In the records below, find the lines that include "Jens" and copy each.

DATASET RECORDS:
# # # # #
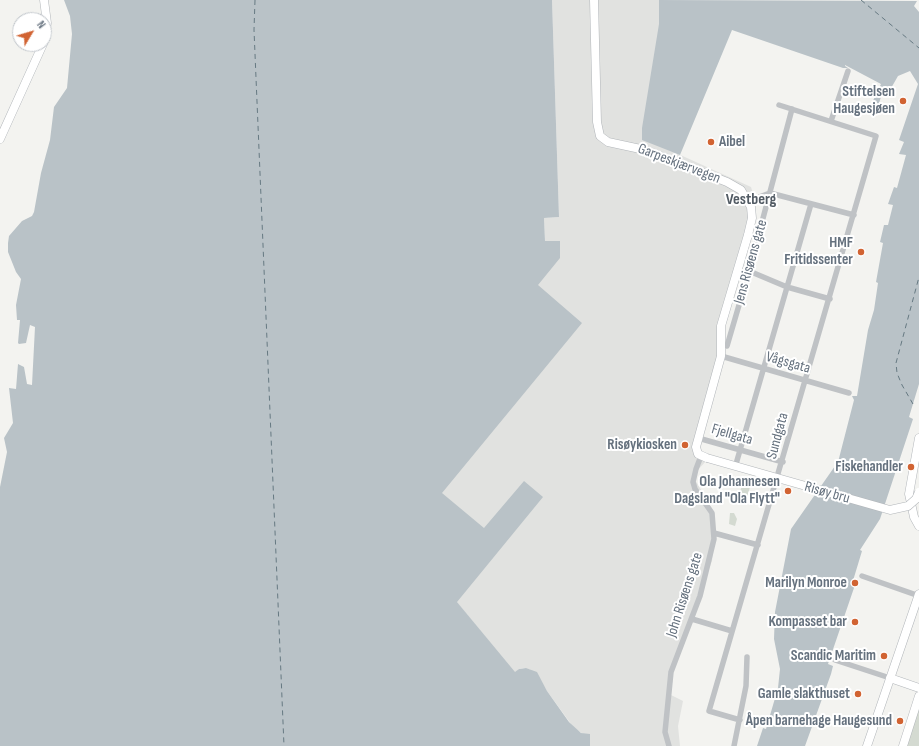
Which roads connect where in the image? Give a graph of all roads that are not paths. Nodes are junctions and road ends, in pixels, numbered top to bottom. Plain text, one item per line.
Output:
1 (44, 0) edge
2 (593, 2) edge
3 (46, 12) edge
4 (38, 52) edge
5 (848, 70) dead end
6 (779, 104) dead end
7 (792, 108) junction
8 (831, 121) junction
9 (0, 139) edge
10 (770, 193) junction
11 (748, 200) junction
12 (811, 204) junction
13 (854, 215) junction
14 (749, 270) junction
15 (787, 286) junction
16 (830, 299) junction
17 (727, 346) dead end
18 (721, 356) junction
19 (763, 368) junction
20 (805, 381) junction
21 (849, 394) dead end
22 (698, 438) junction
23 (919, 438) edge
24 (739, 450) junction
25 (704, 457) junction
26 (783, 462) junction
27 (736, 464) dead end
28 (919, 492) edge
29 (919, 526) edge
30 (714, 533) junction
31 (758, 545) junction
32 (862, 576) dead end
33 (919, 595) edge
34 (692, 619) junction
35 (732, 631) junction
36 (747, 657) dead end
37 (835, 660) dead end
38 (890, 678) junction
39 (919, 688) edge
40 (919, 696) edge
41 (740, 720) junction
42 (669, 746) edge
43 (734, 746) edge
44 (867, 746) edge
45 (903, 746) edge

1 - 3 main road
2 - 11 main road, Garpeskjærvegen
4 - 9 main road
5 - 8 street
6 - 7 street
7 - 8 street
7 - 10 street, Jens Risøens gate
8 - 13 street, Sundgata
10 - 11 street
10 - 12 street
10 - 14 street, Jens Risøens gate
11 - 18 main road
12 - 13 street
12 - 15 street
13 - 16 street, Sundgata
14 - 15 street
14 - 17 street, Jens Risøens gate
15 - 16 street
15 - 19 street
16 - 20 street, Sundgata
18 - 19 street, Vågsgata
18 - 22 main road
19 - 20 street, Vågsgata
19 - 24 street
20 - 21 street, Vågsgata
20 - 26 street, Sundgata
22 - 24 street, Fjellgata
22 - 25 main road
23 - 29 main road
24 - 26 street, Fjellgata
24 - 27 street
25 - 28 main road, Risøy bru, bridge
25 - 30 street, John Risøens gate
26 - 31 street, Sundgata
30 - 31 street
30 - 34 street, John Risøens gate
31 - 35 street, Sundgata
32 - 33 street
33 - 38 main road
34 - 35 street
34 - 42 street, John Risøens gate
35 - 41 street, Sundgata
36 - 41 street
37 - 38 street
38 - 39 main road
38 - 44 main road
40 - 45 main road
41 - 43 street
# # # # #
RESULT:
7 - 10 street, Jens Risøens gate
10 - 14 street, Jens Risøens gate
14 - 17 street, Jens Risøens gate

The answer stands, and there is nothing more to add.